Gordon Pinsent is a Canadian like Munro and Polley -- and Atom Agoyan, something of a mentor for Polley, who produced. Pinsent's Grant fits Munro's conception beautifully: he's suffering, but as a Meadowlake woman says in the movie, he's a "charmer," and he even looks like someone who'd have taught Norse mythology and Anglo-Saxon, as the story and film specify. Olympia Dukakis as Marian is a good approximation, but a little one-note, compared to Alice Munro's tough, wily character. In the story, Fiona is one of those "few who've kept their beauty whole, though shadowy," and that's where Julie Christie is an inspired choice. But despite Christie's fine performance, it's part of the general sweetening and emotional in-dwelling of the film versus Munro's story. "The Bear Came Over the Mountain" achieves a balance of practical facts and painful feelings that gets tilted too far into sentiment and gloom in the film with a corresponding loss of pungency. Nonetheless Away from Her is a precocious directorial debut for Sarah Polley, who's only 28.
_________
*The story is available online here. (http://www.newyorker.com/archive/1999/12/27/1999_12_27_110_TNY_LIBRY_000019900)

mouton
05-26-2007, 09:14 AM
Hey Chris ... sounds like it was a general disappointment for you. I haven't read the short story but would have to agree with you on the overall sweetening of this film. Many choices seem far too simple and self serving rather than authentic. It is not a bad film; I believe Polley has promise as both a writer and director. It is one of those movies that you can feel how and where it could have been better while it's happening. That always brings me to a bigger disappointment because you want for the film to be all that much better.

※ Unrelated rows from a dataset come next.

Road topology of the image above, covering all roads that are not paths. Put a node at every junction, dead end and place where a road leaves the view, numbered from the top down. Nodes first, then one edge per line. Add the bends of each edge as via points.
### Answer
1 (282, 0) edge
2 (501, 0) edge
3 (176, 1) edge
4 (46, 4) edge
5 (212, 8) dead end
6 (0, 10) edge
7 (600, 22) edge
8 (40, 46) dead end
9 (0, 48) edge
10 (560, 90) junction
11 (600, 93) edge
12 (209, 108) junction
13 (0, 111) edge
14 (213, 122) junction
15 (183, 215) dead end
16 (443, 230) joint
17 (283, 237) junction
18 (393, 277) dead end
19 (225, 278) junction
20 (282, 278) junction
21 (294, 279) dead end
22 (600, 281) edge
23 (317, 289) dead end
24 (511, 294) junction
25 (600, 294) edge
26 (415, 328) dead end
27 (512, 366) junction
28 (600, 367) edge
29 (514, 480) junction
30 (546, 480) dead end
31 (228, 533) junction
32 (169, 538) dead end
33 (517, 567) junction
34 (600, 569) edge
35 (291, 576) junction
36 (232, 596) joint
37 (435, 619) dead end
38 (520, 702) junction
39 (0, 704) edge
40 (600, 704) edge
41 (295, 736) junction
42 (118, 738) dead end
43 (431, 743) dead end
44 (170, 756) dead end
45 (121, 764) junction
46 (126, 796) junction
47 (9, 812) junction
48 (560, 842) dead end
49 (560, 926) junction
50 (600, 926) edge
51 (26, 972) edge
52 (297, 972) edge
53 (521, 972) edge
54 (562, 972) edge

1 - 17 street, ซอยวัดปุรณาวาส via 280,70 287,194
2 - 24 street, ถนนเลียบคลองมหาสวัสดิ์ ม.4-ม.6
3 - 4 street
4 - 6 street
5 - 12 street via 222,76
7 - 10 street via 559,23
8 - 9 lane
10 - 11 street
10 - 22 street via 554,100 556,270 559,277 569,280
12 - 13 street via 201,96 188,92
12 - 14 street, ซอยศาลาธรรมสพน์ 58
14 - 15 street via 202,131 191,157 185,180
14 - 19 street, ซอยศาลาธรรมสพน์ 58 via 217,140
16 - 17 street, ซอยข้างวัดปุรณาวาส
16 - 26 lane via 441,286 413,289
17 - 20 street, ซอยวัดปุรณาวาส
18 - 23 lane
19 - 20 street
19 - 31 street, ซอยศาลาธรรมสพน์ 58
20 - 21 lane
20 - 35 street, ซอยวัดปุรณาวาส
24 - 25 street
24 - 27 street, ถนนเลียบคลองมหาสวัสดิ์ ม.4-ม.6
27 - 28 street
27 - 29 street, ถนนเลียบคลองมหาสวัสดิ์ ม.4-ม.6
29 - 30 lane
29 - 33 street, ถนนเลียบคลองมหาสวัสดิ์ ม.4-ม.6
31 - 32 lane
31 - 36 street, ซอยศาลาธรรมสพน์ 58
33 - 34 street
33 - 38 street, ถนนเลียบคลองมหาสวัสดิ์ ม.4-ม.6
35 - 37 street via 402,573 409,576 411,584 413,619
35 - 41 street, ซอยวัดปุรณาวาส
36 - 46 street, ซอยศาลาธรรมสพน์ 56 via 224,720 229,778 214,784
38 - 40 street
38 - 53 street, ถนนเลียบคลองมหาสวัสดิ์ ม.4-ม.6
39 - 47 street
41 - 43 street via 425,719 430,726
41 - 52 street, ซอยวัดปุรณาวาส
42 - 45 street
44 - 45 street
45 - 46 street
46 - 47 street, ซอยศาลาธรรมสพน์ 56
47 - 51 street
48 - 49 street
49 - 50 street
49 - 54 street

Oh, I love the Somewhat Sweetened Hereafter subtitle. You witty boy, you.

mouton
05-26-2007, 09:20 AM
Hey Oscar ... nicely written piece. I love how I can learn behind-the-scenes tidbits in your work. I too thought that Gordon Pinsett is the understated winner of the film, outside of Polley. Julie Christie is wonderful but as you said, who expected otherwise? That being said, you allude to the flash forwards being a crafty tool to build mystery and I would have to disagree. I found them to be awkwardly placed and paced. At first, I found the interruption intriguing. Then they started to come more frequently and they would be gone again before much was established. I found them ultimately distracting and felt they weakened the film overall.

oscar jubis
05-26-2007, 10:54 AM
Thanks for your nice comments, mouton. We had divergent reactions to the fractured chronology, didn't we? Well, you call it a "fantastic first film" and I'm glad you enjoyed it. Away From Her happens to be my favorite film in English that I've seen this year. I certainly plan to watch it again. I wonder if it's still playing at the theater here, if not I'll wait for the dvd. I feel inadequate regarding my previous lack of exposure to Mr. Pinsent. Many of his highly acclaimed performances are not available on video. I plan to purchase a video of John and the Missus, which I've been able to track down. It's based on his own book, which he adapted and directed. He won a Genie for Best Actor for his performance.

Chris Knipp
05-26-2007, 12:57 PM
i agree with you mouton, except I wouldn't want to say the film was a general disappointment to me --- but a partial one. This is because despite the misfiring we agree on of the fractured time scheme and the sweetening of the story original, it's still a very promising directorial beginning for Polley, and a lot of the acting is terrific. I agree with Oscar that Pinsent is a secret too closely guarded by the Canadians--obviously a multi-talented guy -- it's surprising we havent' known about him before this. In some ways Canada is a black hole for the US--whose main newspapers have recently withdrawn all their Canada correspondents, as if to say, "We don't need to know anything about you." And we very much do.